Halogenated 7-deazapurine nucleosides: stereoselective synthesis and conformation of 2′-deoxy-2′-fluoro-β-d-arabinonucleosides

Abstract

The stereoselective syntheses of 5-halogenated 7-(2-deoxy-2-fluoro-β-D-arabinofuranosyl)-7H-pyrrolo[2,3-d]pyrimidine nucleosides 3b–d, 4a–c as well as 7-deaza-2′-deoxyisoguanosine 2 are described. Nucleobase anion glycosylation of 2-amino-4-chloro-7H-pyrrolo[2,3-d]pyrimidine (5) with 3,5-di-O-benzoyl-2-deoxy-2-fluoro-α-D-arabinofuranosyl bromide (6) exclusively gave the β-D-anomer 7, which was deblocked (→ 8), aminated at C(4) (→ 3a) and selectively deaminated at C(2) to yield 2′-deoxy-2′-fluoro-β-D-arabinofuranosyl 7-deazaisoguanine (2). Condensation of the 5-halogenated 4-chloro-2-pivaloylamino-7H-pyrrolo[2,3-d]pyrimidines 9a–c with 6 furnished the N⁷-nucleosides 10a–c together with N²,N⁷-bisglycosylated compounds 11a–c. The former was converted to the corresponding 2,4-diamino-compounds 3b–d, and the latter was deblocked by NaOMe/MeOH to yield the 4-methoxy-nucleosides 4a–c.

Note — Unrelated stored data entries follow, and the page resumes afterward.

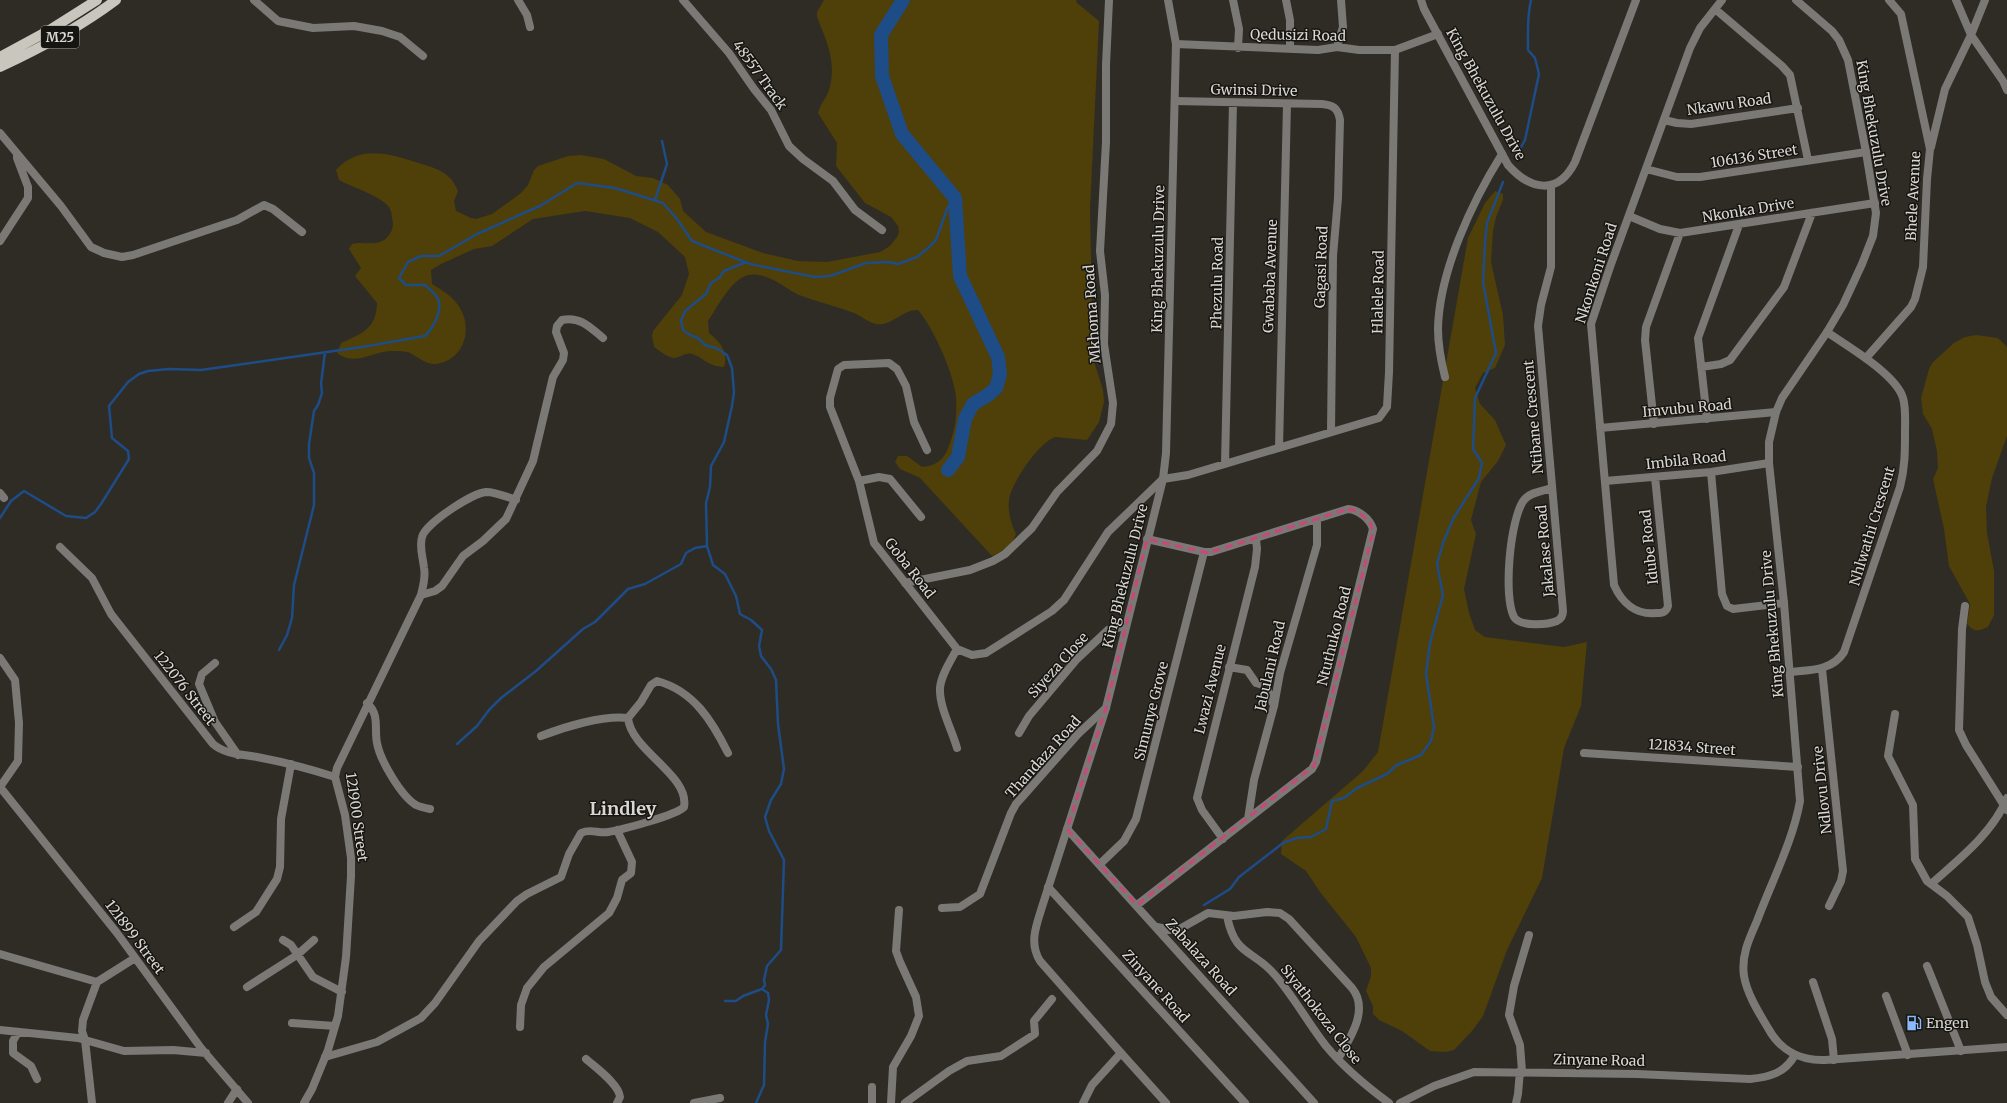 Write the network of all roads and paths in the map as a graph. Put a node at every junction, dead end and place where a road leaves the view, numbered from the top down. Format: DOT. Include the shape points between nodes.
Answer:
graph roads {
  1 [pos="97,0"];
  2 [pos="116,0"];
  3 [pos="254,0"];
  4 [pos="518,0"];
  5 [pos="683,0"];
  6 [pos="1109,0"];
  7 [pos="1168,0"];
  8 [pos="1232,0"];
  9 [pos="1286,0"];
  10 [pos="1341,0"];
  11 [pos="1421,0"];
  12 [pos="1636,0"];
  13 [pos="1722,0"];
  14 [pos="1796,0"];
  15 [pos="1889,0"];
  16 [pos="1956,0"];
  17 [pos="1985,0"];
  18 [pos="1715,9"];
  19 [pos="530,28"];
  20 [pos="1438,34"];
  21 [pos="1971,35"];
  22 [pos="1176,44"];
  23 [pos="1337,47"];
  24 [pos="1238,48"];
  25 [pos="1290,49"];
  26 [pos="1395,50"];
  27 [pos="423,56"];
  28 [pos="0,57"];
  29 [pos="0,67"];
  30 [pos="2007,90"];
  31 [pos="1175,102"];
  32 [pos="1233,103"];
  33 [pos="1287,104"];
  34 [pos="1332,106"];
  35 [pos="1798,108"];
  36 [pos="1664,120"];
  37 [pos="0,133"];
  38 [pos="1930,149"];
  39 [pos="1866,152"];
  40 [pos="17,154"];
  41 [pos="1502,154"];
  42 [pos="1808,160"];
  43 [pos="1646,169"];
  44 [pos="1551,185"];
  45 [pos="1875,203"];
  46 [pos="1812,212"];
  47 [pos="1629,216"];
  48 [pos="1738,225"];
  49 [pos="882,230"];
  50 [pos="302,232"];
  51 [pos="1680,233"];
  52 [pos="0,241"];
  53 [pos="1827,332"];
  54 [pos="603,338"];
  55 [pos="1866,358"];
  56 [pos="1701,367"];
  57 [pos="1445,377"];
  58 [pos="1776,412"];
  59 [pos="1708,419"];
  60 [pos="1654,424"];
  61 [pos="1600,428"];
  62 [pos="1331,432"];
  63 [pos="1278,448"];
  64 [pos="927,450"];
  65 [pos="1769,463"];
  66 [pos="1225,464"];
  67 [pos="1711,472"];
  68 [pos="1655,477"];
  69 [pos="1163,479"];
  70 [pos="859,481"];
  71 [pos="1605,481"];
  72 [pos="1552,488"];
  73 [pos="516,500"];
  74 [pos="921,517"];
  75 [pos="1318,519"];
  76 [pos="1147,539"];
  77 [pos="1256,539"];
  78 [pos="60,547"];
  79 [pos="1204,552"];
  80 [pos="905,583"];
  81 [pos="421,595"];
  82 [pos="1784,603"];
  83 [pos="1965,606"];
  84 [pos="1563,611"];
  85 [pos="1663,613"];
  86 [pos="1125,626"];
  87 [pos="957,649"];
  88 [pos="0,658"];
  89 [pos="215,663"];
  90 [pos="1229,667"];
  91 [pos="1822,669"];
  92 [pos="1790,672"];
  93 [pos="367,703"];
  94 [pos="1274,706"];
  95 [pos="1106,708"];
  96 [pos="1895,714"];
  97 [pos="628,718"];
  98 [pos="1019,733"];
  99 [pos="541,736"];
  100 [pos="957,748"];
  101 [pos="1584,752"];
  102 [pos="728,753"];
  103 [pos="238,755"];
  104 [pos="291,764"];
  105 [pos="1798,767"];
  106 [pos="335,777"];
  107 [pos="0,787"];
  108 [pos="2007,798"];
  109 [pos="2005,808"];
  110 [pos="430,809"];
  111 [pos="1248,819"];
  112 [pos="1067,828"];
  113 [pos="617,830"];
  114 [pos="1223,839"];
  115 [pos="1100,864"];
  116 [pos="1931,884"];
  117 [pos="1048,887"];
  118 [pos="1137,905"];
  119 [pos="1829,906"];
  120 [pos="942,908"];
  121 [pos="899,910"];
  122 [pos="1227,916"];
  123 [pos="234,927"];
  124 [pos="1157,928"];
  125 [pos="1529,936"];
  126 [pos="283,940"];
  127 [pos="314,940"];
  128 [pos="0,954"];
  129 [pos="297,954"];
  130 [pos="135,958"];
  131 [pos="1927,966"];
  132 [pos="97,982"];
  133 [pos="1813,982"];
  134 [pos="247,987"];
  135 [pos="342,992"];
  136 [pos="1886,996"];
  137 [pos="1052,999"];
  138 [pos="2007,1015"];
  139 [pos="292,1023"];
  140 [pos="335,1026"];
  141 [pos="520,1027"];
  142 [pos="0,1030"];
  143 [pos="18,1032"];
  144 [pos="85,1040"];
  145 [pos="2007,1047"];
  146 [pos="1961,1051"];
  147 [pos="206,1053"];
  148 [pos="1121,1053"];
  149 [pos="1795,1055"];
  150 [pos="1908,1055"];
  151 [pos="325,1057"];
  152 [pos="586,1059"];
  153 [pos="1338,1059"];
  154 [pos="1834,1060"];
  155 [pos="1521,1071"];
  156 [pos="37,1079"];
  157 [pos="872,1088"];
  158 [pos="237,1089"];
  159 [pos="720,1098"];
  160 [pos="92,1103"];
  161 [pos="228,1103"];
  162 [pos="248,1103"];
  163 [pos="304,1103"];
  164 [pos="617,1103"];
  165 [pos="694,1103"];
  166 [pos="872,1103"];
  167 [pos="892,1103"];
  168 [pos="905,1103"];
  169 [pos="1082,1103"];
  170 [pos="1166,1103"];
  171 [pos="1245,1103"];
  172 [pos="1314,1103"];
  173 [pos="1389,1103"];
  174 [pos="1400,1103"];
  175 [pos="1516,1103"];
  1 -- 28 [label="main road, M25"];
  2 -- 29 [label="main road, M25" via="83,24"];
  3 -- 27 [label="street" via="278,21 313,28 348,26 382,31 400,37"];
  4 -- 19 [label="street" via="527,15"];
  5 -- 49 [label="street, 48557 Track" via="729,53 771,110 789,146 833,181 855,210"];
  6 -- 80 [label="street, Mkhoma Road" via="1106,142 1100,251 1106,295 1104,344 1113,403 1111,424 1097,451 1057,492 1032,528 1004,554 970,570"];
  7 -- 22 [label="street, King Bhekuzulu Drive"];
  8 -- 24 [label="street" via="1239,29"];
  9 -- 25 [label="street" via="1290,20"];
  10 -- 23 [label="street" via="1343,28"];
  11 -- 20 [label="street, King Bhekuzulu Drive"];
  12 -- 44 [label="street" via="1575,162 1566,177"];
  13 -- 18 [label="street, Nkonkoni Road"];
  14 -- 39 [label="street, King Bhekuzulu Drive" via="1832,31 1844,50 1852,72"];
  15 -- 38 [label="street, Bhele Avenue" via="1901,14"];
  16 -- 21 [label="street"];
  17 -- 21 [label="street"];
  18 -- 35 [label="street" via="1787,71 1792,79"];
  18 -- 36 [label="street, Nkonkoni Road" via="1693,40"];
  20 -- 26 [label="street"];
  20 -- 41 [label="street, King Bhekuzulu Drive"];
  21 -- 30 [label="street"];
  21 -- 38 [label="street" via="1945,89"];
  22 -- 24 [label="street, Qedusizi Road"];
  22 -- 31 [label="street, King Bhekuzulu Drive"];
  23 -- 25 [label="street, Qedusizi Road" via="1324,50"];
  23 -- 26 [label="street, Qedusizi Road"];
  24 -- 25 [label="street, Qedusizi Road"];
  26 -- 62 [label="street, Hlalele Road" via="1387,407 1375,420"];
  31 -- 32 [label="street, Gwinsi Drive"];
  31 -- 69 [label="street, King Bhekuzulu Drive"];
  32 -- 33 [label="street, Gwinsi Drive"];
  32 -- 66 [label="street, Phezulu Road"];
  33 -- 34 [label="street, Gwinsi Drive"];
  33 -- 63 [label="street, Gwababa Avenue"];
  34 -- 62 [label="street, Gagasi Road" via="1337,109 1340,120 1338,198 1333,256"];
  35 -- 36 [label="street, Nkawu Road" via="1691,124"];
  35 -- 42 [label="street"];
  36 -- 43 [label="street, Nkonkoni Road"];
  37 -- 40 [label="street"];
  38 -- 55 [label="street, Bhele Avenue" via="1923,267 1915,299 1904,316"];
  39 -- 42 [label="street, 106136 Street"];
  39 -- 45 [label="street, King Bhekuzulu Drive"];
  40 -- 50 [label="street" via="61,206 88,244 101,252 122,257 133,255 233,221 264,205"];
  40 -- 52 [label="street" via="28,187 28,198"];
  41 -- 44 [label="street, King Bhekuzulu Drive" via="1508,165 1522,178 1537,185"];
  41 -- 57 [label="street" via="1485,183 1445,278 1438,328"];
  42 -- 43 [label="street, 106136 Street" via="1686,178"];
  43 -- 47 [label="street, Nkonkoni Road"];
  44 -- 72 [label="street, Ntibane Crescent" via="1551,267 1538,326"];
  45 -- 46 [label="street, Nkonka Drive"];
  45 -- 53 [label="street, King Bhekuzulu Drive" via="1875,226 1870,247 1843,305"];
  46 -- 48 [label="street, Nkonka Drive"];
  46 -- 56 [label="street" via="1788,278 1776,300 1730,360"];
  47 -- 51 [label="street, Nkonka Drive" via="1660,229"];
  47 -- 61 [label="street, Nkonkoni Road" via="1591,324"];
  48 -- 51 [label="street, Nkonka Drive"];
  48 -- 56 [label="street" via="1699,331"];
  51 -- 60 [label="street" via="1646,327 1645,340"];
  53 -- 55 [label="street, Nhlwathi Crescent"];
  53 -- 58 [label="street, King Bhekuzulu Drive" via="1789,387"];
  54 -- 73 [label="street" via="577,320 562,320 557,326 556,332 564,353 563,360 554,374 538,449"];
  55 -- 91 [label="street, Nhlwathi Crescent" via="1894,382 1903,398 1905,464 1900,487 1847,646 1838,660"];
  56 -- 59 [label="street"];
  58 -- 59 [label="street, Imvubu Road"];
  58 -- 65 [label="street, King Bhekuzulu Drive"];
  59 -- 60 [label="street, Imvubu Road"];
  60 -- 61 [label="street, Imvubu Road"];
  61 -- 71 [label="street, Nkonkoni Road"];
  62 -- 63 [label="street, Hlalele Road"];
  63 -- 66 [label="street, Hlalele Road"];
  64 -- 70 [label="street, Goba Road" via="914,422 901,374 896,367 889,363 844,365 837,371 829,404"];
  65 -- 67 [label="street, Imbila Road"];
  65 -- 82 [label="street, King Bhekuzulu Drive"];
  66 -- 69 [label="street, Hlalele Road"];
  67 -- 68 [label="street, Imbila Road"];
  67 -- 82 [label="street" via="1722,594 1727,606 1732,609"];
  68 -- 71 [label="street, Imbila Road"];
  68 -- 85 [label="street, Idube Road" via="1668,606"];
  69 -- 76 [label="street, King Bhekuzulu Drive"];
  69 -- 87 [label="street" via="1104,537 1064,600 1052,611 986,653 972,655"];
  70 -- 74 [label="street" via="875,477 890,479"];
  70 -- 80 [label="street, Goba Road" via="874,543"];
  71 -- 85 [label="street, Nkonkoni Road" via="1615,586 1625,601 1641,613"];
  72 -- 84 [label="street, Jakalase Road"];
  72 -- 84 [label="street, Ntibane Crescent" via="1528,497 1522,503 1510,555 1509,581 1512,609 1516,619 1527,624 1557,621 1562,617"];
  73 -- 81 [label="street" via="505,522 463,556 442,586"];
  73 -- 81 [label="street, 121900 Street" via="496,493 485,492 472,496 426,530 422,535 421,546 425,570"];
  75 -- 77 [label="street, Ntuthuko Road"];
  75 -- 94 [label="street, Jabulani Road" via="1316,545 1280,674"];
  75 -- 111 [label="street, Ntuthuko Road" via="1352,510 1370,522 1373,532 1314,766 1303,778"];
  76 -- 79 [label="street, Ntuthuko Road"];
  76 -- 86 [label="street, King Bhekuzulu Drive"];
  77 -- 79 [label="street, Ntuthuko Road"];
  77 -- 90 [label="street, Lwazi Avenue" via="1255,567"];
  78 -- 103 [label="street, 122076 Street" via="92,578 111,614 210,742"];
  79 -- 115 [label="street, Simunye Grove" via="1136,819 1129,835"];
  80 -- 87 [label="street, Goba Road"];
  81 -- 93 [label="street, 121900 Street"];
  82 -- 92 [label="street, King Bhekuzulu Drive"];
  83 -- 109 [label="street" via="1959,730"];
  86 -- 95 [label="street, King Bhekuzulu Drive"];
  86 -- 98 [label="street, Siyeza Close" via="1108,630 1077,659 1029,716"];
  87 -- 100 [label="street" via="940,687 941,702"];
  88 -- 107 [label="street" via="15,680 19,723 18,761"];
  89 -- 103 [label="street" via="202,674 199,684 214,719"];
  90 -- 94 [label="street" via="1248,670 1256,683 1266,686"];
  90 -- 114 [label="street, Lwazi Avenue" via="1197,798 1202,810"];
  91 -- 92 [label="street, Nhlwathi Crescent"];
  91 -- 119 [label="street, Ndlovu Drive" via="1843,871"];
  92 -- 105 [label="street, King Bhekuzulu Drive"];
  93 -- 106 [label="street, 121900 Street" via="336,768"];
  93 -- 110 [label="street" via="375,713 376,743 400,789 416,806"];
  94 -- 111 [label="street, Jabulani Road" via="1254,780"];
  95 -- 112 [label="street, King Bhekuzulu Drive"];
  95 -- 120 [label="street, Thandaza Road" via="1078,734 1016,804 980,894 960,907"];
  96 -- 116 [label="street" via="1888,756 1913,805 1915,859 1927,882"];
  97 -- 99 [label="street" via="615,717"];
  97 -- 102 [label="street" via="651,685 657,681 665,683 697,703 713,725"];
  97 -- 113 [label="street" via="628,726 636,738 666,769 686,800 682,810"];
  101 -- 105 [label="street, 121834 Street"];
  103 -- 104 [label="street, 122076 Street" via="251,755"];
  104 -- 106 [label="street, 122076 Street"];
  104 -- 123 [label="street" via="281,819 280,867 277,879 256,912"];
  105 -- 149 [label="street, King Bhekuzulu Drive" via="1800,796 1796,819 1748,942 1743,967 1747,988 1766,1026 1776,1040"];
  106 -- 135 [label="street, 121900 Street" via="345,816 351,876"];
  107 -- 130 [label="street, 121899 Street"];
  108 -- 109 [label="street"];
  109 -- 116 [label="street" via="1967,852"];
  111 -- 114 [label="street, Ntuthuko Road"];
  112 -- 115 [label="street, Zabalaza Road"];
  112 -- 117 [label="street, King Bhekuzulu Drive"];
  113 -- 141 [label="street" via="632,862 631,873 622,880 609,913 544,967 527,988 521,1004"];
  113 -- 151 [label="street" via="581,833 569,854 562,876 517,901 479,941 421,1018 372,1044"];
  114 -- 118 [label="street, Ntuthuko Road"];
  115 -- 118 [label="street, Zabalaza Road"];
  116 -- 138 [label="street" via="1968,917 1985,982 1991,997"];
  117 -- 148 [label="street, King Bhekuzulu Drive" via="1034,934 1036,955"];
  117 -- 171 [label="street, Zinyane Road"];
  118 -- 124 [label="street, Zabalaza Road"];
  121 -- 167 [label="street" via="896,951 916,997 919,1016 893,1067"];
  122 -- 124 [label="street" via="1208,913 1176,931"];
  122 -- 153 [label="street, Siyathokoza Close" via="1229,927 1240,948 1275,974"];
  122 -- 153 [label="street" via="1280,913 1354,992 1358,999 1358,1007 1354,1030"];
  124 -- 172 [label="street, Zabalaza Road"];
  125 -- 155 [label="street" via="1514,986 1509,1015 1519,1042"];
  126 -- 129 [label="street" via="291,945"];
  127 -- 129 [label="street"];
  128 -- 132 [label="street"];
  129 -- 134 [label="street"];
  129 -- 135 [label="street" via="313,977"];
  130 -- 132 [label="street"];
  130 -- 147 [label="street, 121899 Street"];
  131 -- 146 [label="street"];
  132 -- 144 [label="street" via="83,1020 82,1031"];
  133 -- 154 [label="street" via="1832,1039"];
  135 -- 140 [label="street, 121900 Street"];
  136 -- 150 [label="street"];
  137 -- 168 [label="street" via="1034,1022 1035,1034 1021,1044 1001,1056 967,1061"];
  139 -- 140 [label="street"];
  140 -- 151 [label="street, 121900 Street"];
  142 -- 143 [label="street"];
  143 -- 144 [label="street"];
  143 -- 156 [label="street" via="13,1041 13,1053 31,1066"];
  144 -- 147 [label="street" via="124,1051 179,1050"];
  144 -- 160 [label="street"];
  145 -- 146 [label="street, King Bhekuzulu Drive"];
  146 -- 150 [label="street, King Bhekuzulu Drive"];
  147 -- 158 [label="street, 121899 Street"];
  148 -- 169 [label="street" via="1092,1085"];
  148 -- 170 [label="street, King Bhekuzulu Drive"];
  149 -- 154 [label="street, King Bhekuzulu Drive" via="1811,1060"];
  149 -- 155 [label="street, Zinyane Road" via="1782,1071 1771,1076 1750,1079"];
  150 -- 154 [label="street, King Bhekuzulu Drive"];
  151 -- 163 [label="street, 121900 Street"];
  152 -- 164 [label="street" via="617,1088 621,1095"];
  153 -- 173 [label="street, Siyathokoza Close" via="1356,1078"];
  155 -- 174 [label="street, Zinyane Road" via="1474,1072 1434,1086"];
  155 -- 175 [label="street"];
  157 -- 166 [label="street"];
  158 -- 161 [label="street"];
  158 -- 162 [label="street, 121899 Street"];
  159 -- 165 [label="street"];
}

Conformational analysis of the sugar moiety of the nucleosides 2 and 3a–d was performed on the basis of vicinal [¹H,¹H] coupling constants. The fluorine atom in the sugar moiety shifts the sugar conformation from S towards N by about 10%, while the halogen substituents in the base moiety increase the hydrophobicity and polarizability of the nucleobases.